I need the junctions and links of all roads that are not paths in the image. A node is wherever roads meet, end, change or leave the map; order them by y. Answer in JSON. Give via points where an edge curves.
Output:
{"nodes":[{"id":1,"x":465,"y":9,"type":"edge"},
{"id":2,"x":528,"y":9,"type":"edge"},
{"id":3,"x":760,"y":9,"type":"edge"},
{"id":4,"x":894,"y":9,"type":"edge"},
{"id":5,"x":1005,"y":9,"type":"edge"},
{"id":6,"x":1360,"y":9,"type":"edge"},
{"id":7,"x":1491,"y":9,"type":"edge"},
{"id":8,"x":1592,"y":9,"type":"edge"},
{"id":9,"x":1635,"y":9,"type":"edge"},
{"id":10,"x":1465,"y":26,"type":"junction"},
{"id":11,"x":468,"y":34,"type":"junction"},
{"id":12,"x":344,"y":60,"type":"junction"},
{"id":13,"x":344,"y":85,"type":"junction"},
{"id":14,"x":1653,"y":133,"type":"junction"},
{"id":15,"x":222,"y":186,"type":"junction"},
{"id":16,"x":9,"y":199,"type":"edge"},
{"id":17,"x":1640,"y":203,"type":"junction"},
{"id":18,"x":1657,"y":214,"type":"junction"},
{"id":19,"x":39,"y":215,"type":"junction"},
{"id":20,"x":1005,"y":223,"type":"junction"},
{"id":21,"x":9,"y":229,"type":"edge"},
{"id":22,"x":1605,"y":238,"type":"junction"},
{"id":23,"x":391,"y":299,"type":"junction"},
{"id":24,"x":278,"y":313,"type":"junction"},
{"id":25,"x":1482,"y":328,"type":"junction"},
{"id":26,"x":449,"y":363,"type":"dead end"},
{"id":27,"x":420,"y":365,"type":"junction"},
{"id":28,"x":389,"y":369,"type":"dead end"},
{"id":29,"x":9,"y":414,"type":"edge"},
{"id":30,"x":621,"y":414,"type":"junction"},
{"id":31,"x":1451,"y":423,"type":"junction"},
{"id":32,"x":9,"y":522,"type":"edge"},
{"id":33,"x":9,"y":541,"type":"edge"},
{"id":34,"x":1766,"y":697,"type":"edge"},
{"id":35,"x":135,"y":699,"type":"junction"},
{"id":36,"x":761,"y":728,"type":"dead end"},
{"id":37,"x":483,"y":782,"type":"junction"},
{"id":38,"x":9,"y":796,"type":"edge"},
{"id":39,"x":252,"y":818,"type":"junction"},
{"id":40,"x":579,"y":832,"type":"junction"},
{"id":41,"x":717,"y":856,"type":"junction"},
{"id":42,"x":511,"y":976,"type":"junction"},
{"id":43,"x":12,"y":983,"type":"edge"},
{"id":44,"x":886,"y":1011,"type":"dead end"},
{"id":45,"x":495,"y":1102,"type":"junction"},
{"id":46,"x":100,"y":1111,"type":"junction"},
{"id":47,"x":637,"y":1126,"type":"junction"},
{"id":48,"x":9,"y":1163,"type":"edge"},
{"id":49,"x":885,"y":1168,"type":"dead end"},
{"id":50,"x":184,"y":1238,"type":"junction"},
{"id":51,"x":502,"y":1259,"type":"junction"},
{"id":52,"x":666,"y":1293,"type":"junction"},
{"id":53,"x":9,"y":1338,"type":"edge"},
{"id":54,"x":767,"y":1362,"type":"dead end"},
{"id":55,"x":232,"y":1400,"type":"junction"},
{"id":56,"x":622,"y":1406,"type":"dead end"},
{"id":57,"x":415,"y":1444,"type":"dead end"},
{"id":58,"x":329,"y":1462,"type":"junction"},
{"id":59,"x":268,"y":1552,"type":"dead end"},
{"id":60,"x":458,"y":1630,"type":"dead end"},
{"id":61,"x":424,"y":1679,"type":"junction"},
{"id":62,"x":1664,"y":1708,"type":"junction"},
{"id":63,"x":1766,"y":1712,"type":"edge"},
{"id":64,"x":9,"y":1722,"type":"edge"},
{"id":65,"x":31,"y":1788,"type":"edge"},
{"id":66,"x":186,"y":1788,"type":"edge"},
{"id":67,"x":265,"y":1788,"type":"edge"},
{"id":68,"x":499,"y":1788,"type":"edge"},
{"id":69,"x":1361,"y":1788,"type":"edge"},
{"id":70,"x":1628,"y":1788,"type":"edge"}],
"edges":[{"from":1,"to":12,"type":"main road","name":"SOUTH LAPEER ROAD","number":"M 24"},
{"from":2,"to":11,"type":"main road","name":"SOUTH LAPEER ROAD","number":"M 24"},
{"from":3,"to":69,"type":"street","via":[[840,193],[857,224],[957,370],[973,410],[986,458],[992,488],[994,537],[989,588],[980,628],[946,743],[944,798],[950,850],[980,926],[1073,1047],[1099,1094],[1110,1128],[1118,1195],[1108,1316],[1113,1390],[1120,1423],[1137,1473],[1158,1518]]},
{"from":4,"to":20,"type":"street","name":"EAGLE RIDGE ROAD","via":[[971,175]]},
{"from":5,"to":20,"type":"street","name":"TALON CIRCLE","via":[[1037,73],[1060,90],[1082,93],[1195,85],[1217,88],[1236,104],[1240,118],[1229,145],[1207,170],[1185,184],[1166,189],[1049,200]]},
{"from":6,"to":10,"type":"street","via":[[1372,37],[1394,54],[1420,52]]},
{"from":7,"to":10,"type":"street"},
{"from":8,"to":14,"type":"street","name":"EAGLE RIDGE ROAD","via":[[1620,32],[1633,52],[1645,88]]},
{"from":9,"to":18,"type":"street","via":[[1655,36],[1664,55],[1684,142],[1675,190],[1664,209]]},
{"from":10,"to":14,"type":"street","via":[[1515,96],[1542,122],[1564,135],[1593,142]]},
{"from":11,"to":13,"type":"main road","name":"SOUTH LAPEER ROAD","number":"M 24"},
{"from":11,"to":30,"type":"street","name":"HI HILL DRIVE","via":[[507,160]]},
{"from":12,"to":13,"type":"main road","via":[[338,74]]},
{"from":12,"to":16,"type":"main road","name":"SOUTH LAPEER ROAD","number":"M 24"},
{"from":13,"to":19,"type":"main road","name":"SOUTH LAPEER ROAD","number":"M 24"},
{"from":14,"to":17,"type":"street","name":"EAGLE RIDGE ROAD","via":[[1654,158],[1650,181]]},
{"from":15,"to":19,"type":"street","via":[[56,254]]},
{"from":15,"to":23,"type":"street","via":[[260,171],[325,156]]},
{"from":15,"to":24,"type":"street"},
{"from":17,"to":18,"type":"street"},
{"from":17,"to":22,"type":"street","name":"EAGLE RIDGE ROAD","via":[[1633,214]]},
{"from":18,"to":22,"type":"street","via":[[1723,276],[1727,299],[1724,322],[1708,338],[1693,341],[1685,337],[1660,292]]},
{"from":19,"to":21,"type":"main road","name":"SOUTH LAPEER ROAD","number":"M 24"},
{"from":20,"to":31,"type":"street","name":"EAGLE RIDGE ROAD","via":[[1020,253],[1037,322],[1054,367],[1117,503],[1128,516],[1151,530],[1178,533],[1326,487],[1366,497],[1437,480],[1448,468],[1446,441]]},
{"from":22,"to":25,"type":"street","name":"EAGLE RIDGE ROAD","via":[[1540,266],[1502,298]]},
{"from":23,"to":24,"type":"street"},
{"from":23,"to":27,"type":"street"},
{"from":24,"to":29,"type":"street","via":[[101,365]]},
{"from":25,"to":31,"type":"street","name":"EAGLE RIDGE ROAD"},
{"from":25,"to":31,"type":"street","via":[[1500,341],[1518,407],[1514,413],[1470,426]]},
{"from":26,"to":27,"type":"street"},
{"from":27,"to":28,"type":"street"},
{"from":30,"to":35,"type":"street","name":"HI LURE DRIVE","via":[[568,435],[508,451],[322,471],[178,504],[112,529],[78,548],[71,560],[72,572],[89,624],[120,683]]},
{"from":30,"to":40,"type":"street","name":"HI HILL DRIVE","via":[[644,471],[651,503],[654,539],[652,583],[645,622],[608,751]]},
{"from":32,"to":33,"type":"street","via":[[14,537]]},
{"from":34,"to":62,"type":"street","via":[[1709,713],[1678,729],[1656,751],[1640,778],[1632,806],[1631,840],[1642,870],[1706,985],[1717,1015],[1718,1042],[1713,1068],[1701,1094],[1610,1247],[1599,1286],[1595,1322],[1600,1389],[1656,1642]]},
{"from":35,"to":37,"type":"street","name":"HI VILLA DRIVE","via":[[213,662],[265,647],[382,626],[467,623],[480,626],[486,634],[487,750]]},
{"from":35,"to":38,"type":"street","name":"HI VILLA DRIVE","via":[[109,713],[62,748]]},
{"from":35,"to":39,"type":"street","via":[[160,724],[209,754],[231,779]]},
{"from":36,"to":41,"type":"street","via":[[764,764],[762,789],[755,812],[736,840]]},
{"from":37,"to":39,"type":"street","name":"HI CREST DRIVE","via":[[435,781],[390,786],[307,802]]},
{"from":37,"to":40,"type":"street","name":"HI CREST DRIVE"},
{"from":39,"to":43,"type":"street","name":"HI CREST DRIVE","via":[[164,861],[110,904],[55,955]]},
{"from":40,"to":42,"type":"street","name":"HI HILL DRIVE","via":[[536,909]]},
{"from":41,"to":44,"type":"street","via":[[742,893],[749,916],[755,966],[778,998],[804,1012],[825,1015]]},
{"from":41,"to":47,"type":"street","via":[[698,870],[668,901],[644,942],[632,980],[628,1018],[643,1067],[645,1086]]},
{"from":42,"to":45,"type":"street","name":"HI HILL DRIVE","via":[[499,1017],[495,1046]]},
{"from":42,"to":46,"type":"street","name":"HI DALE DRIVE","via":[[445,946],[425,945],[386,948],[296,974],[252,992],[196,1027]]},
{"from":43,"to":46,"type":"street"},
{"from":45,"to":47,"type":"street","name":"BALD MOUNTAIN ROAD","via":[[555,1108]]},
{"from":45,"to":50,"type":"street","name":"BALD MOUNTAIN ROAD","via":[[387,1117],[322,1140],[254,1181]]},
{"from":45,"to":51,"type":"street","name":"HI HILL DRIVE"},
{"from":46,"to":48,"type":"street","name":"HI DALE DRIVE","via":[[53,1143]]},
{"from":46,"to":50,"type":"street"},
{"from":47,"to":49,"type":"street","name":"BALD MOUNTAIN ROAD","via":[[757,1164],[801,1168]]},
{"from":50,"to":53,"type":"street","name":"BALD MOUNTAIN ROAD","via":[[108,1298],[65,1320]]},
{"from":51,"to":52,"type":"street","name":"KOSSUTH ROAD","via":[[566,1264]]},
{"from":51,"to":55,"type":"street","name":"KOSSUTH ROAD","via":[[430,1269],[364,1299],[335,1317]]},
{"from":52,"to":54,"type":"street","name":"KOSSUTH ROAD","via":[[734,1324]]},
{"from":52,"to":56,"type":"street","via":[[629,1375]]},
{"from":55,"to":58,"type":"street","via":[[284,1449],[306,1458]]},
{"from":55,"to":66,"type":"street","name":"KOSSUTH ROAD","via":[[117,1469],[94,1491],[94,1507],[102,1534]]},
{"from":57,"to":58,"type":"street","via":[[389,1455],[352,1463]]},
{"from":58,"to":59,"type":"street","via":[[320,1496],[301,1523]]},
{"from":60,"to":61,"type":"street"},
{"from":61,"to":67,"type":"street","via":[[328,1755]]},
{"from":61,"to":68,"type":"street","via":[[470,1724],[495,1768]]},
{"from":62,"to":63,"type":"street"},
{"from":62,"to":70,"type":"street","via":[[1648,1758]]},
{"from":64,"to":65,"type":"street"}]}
——————————
> [Task directions] Looking only at the data above, say how many of its lines contain the string "DALE", and nothing more.

> [Answer box] 2